WHAT IS NEEDED: Provide an exact transcription of all the records.

━━━

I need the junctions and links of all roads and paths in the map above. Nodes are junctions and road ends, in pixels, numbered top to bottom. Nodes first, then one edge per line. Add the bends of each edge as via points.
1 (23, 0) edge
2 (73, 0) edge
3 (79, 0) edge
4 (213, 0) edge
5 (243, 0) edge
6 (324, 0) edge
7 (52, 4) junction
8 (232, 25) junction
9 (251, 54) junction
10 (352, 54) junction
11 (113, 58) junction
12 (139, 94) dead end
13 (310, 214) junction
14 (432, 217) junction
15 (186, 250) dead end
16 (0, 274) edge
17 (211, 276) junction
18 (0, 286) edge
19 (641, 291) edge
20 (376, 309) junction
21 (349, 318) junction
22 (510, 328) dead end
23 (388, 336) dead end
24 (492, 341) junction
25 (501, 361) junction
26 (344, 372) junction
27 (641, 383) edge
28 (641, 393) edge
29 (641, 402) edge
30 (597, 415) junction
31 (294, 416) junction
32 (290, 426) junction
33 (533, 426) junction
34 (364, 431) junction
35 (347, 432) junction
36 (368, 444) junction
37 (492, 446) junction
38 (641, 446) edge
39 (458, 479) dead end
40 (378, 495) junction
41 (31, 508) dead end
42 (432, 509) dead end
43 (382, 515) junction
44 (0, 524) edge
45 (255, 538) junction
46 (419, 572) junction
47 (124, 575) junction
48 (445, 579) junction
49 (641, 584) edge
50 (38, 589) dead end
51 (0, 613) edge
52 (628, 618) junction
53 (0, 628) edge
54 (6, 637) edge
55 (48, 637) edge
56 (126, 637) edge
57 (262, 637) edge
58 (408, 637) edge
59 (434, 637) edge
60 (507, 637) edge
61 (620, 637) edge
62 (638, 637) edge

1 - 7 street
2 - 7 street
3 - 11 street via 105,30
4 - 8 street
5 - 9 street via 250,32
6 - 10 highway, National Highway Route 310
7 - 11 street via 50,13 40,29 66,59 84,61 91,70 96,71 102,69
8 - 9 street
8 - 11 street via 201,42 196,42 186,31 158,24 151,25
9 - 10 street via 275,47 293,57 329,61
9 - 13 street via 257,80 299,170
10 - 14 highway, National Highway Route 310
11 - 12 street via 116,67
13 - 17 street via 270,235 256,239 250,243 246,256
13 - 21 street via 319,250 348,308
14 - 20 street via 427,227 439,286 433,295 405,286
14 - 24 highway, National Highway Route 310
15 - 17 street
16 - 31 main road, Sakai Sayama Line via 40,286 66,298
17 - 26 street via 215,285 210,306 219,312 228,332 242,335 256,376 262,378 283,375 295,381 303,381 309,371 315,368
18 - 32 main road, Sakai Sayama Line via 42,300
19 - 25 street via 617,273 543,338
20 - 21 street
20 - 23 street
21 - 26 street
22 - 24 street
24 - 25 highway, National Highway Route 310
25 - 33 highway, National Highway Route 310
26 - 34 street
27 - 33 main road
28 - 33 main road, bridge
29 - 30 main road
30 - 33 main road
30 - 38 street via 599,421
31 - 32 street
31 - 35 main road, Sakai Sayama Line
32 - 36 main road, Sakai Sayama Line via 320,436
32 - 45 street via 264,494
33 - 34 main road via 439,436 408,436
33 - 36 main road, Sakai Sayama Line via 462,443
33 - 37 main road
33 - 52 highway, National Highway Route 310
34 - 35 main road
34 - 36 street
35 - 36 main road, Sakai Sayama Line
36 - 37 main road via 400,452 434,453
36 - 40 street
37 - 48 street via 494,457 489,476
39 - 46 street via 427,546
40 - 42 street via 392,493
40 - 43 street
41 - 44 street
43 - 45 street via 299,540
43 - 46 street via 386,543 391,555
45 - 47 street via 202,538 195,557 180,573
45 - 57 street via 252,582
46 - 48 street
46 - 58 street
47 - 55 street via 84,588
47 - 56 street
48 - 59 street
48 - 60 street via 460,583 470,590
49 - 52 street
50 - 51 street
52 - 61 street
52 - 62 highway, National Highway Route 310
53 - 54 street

━━━

SOLUTION TO THIS PROBLEM:
I need the junctions and links of all roads and paths in the map above. Nodes are junctions and road ends, in pixels, numbered top to bottom. Nodes first, then one edge per line. Add the bends of each edge as via points.
1 (23, 0) edge
2 (73, 0) edge
3 (79, 0) edge
4 (213, 0) edge
5 (243, 0) edge
6 (324, 0) edge
7 (52, 4) junction
8 (232, 25) junction
9 (251, 54) junction
10 (352, 54) junction
11 (113, 58) junction
12 (139, 94) dead end
13 (310, 214) junction
14 (432, 217) junction
15 (186, 250) dead end
16 (0, 274) edge
17 (211, 276) junction
18 (0, 286) edge
19 (641, 291) edge
20 (376, 309) junction
21 (349, 318) junction
22 (510, 328) dead end
23 (388, 336) dead end
24 (492, 341) junction
25 (501, 361) junction
26 (344, 372) junction
27 (641, 383) edge
28 (641, 393) edge
29 (641, 402) edge
30 (597, 415) junction
31 (294, 416) junction
32 (290, 426) junction
33 (533, 426) junction
34 (364, 431) junction
35 (347, 432) junction
36 (368, 444) junction
37 (492, 446) junction
38 (641, 446) edge
39 (458, 479) dead end
40 (378, 495) junction
41 (31, 508) dead end
42 (432, 509) dead end
43 (382, 515) junction
44 (0, 524) edge
45 (255, 538) junction
46 (419, 572) junction
47 (124, 575) junction
48 (445, 579) junction
49 (641, 584) edge
50 (38, 589) dead end
51 (0, 613) edge
52 (628, 618) junction
53 (0, 628) edge
54 (6, 637) edge
55 (48, 637) edge
56 (126, 637) edge
57 (262, 637) edge
58 (408, 637) edge
59 (434, 637) edge
60 (507, 637) edge
61 (620, 637) edge
62 (638, 637) edge

1 - 7 street
2 - 7 street
3 - 11 street via 105,30
4 - 8 street
5 - 9 street via 250,32
6 - 10 highway, National Highway Route 310
7 - 11 street via 50,13 40,29 66,59 84,61 91,70 96,71 102,69
8 - 9 street
8 - 11 street via 201,42 196,42 186,31 158,24 151,25
9 - 10 street via 275,47 293,57 329,61
9 - 13 street via 257,80 299,170
10 - 14 highway, National Highway Route 310
11 - 12 street via 116,67
13 - 17 street via 270,235 256,239 250,243 246,256
13 - 21 street via 319,250 348,308
14 - 20 street via 427,227 439,286 433,295 405,286
14 - 24 highway, National Highway Route 310
15 - 17 street
16 - 31 main road, Sakai Sayama Line via 40,286 66,298
17 - 26 street via 215,285 210,306 219,312 228,332 242,335 256,376 262,378 283,375 295,381 303,381 309,371 315,368
18 - 32 main road, Sakai Sayama Line via 42,300
19 - 25 street via 617,273 543,338
20 - 21 street
20 - 23 street
21 - 26 street
22 - 24 street
24 - 25 highway, National Highway Route 310
25 - 33 highway, National Highway Route 310
26 - 34 street
27 - 33 main road
28 - 33 main road, bridge
29 - 30 main road
30 - 33 main road
30 - 38 street via 599,421
31 - 32 street
31 - 35 main road, Sakai Sayama Line
32 - 36 main road, Sakai Sayama Line via 320,436
32 - 45 street via 264,494
33 - 34 main road via 439,436 408,436
33 - 36 main road, Sakai Sayama Line via 462,443
33 - 37 main road
33 - 52 highway, National Highway Route 310
34 - 35 main road
34 - 36 street
35 - 36 main road, Sakai Sayama Line
36 - 37 main road via 400,452 434,453
36 - 40 street
37 - 48 street via 494,457 489,476
39 - 46 street via 427,546
40 - 42 street via 392,493
40 - 43 street
41 - 44 street
43 - 45 street via 299,540
43 - 46 street via 386,543 391,555
45 - 47 street via 202,538 195,557 180,573
45 - 57 street via 252,582
46 - 48 street
46 - 58 street
47 - 55 street via 84,588
47 - 56 street
48 - 59 street
48 - 60 street via 460,583 470,590
49 - 52 street
50 - 51 street
52 - 61 street
52 - 62 highway, National Highway Route 310
53 - 54 street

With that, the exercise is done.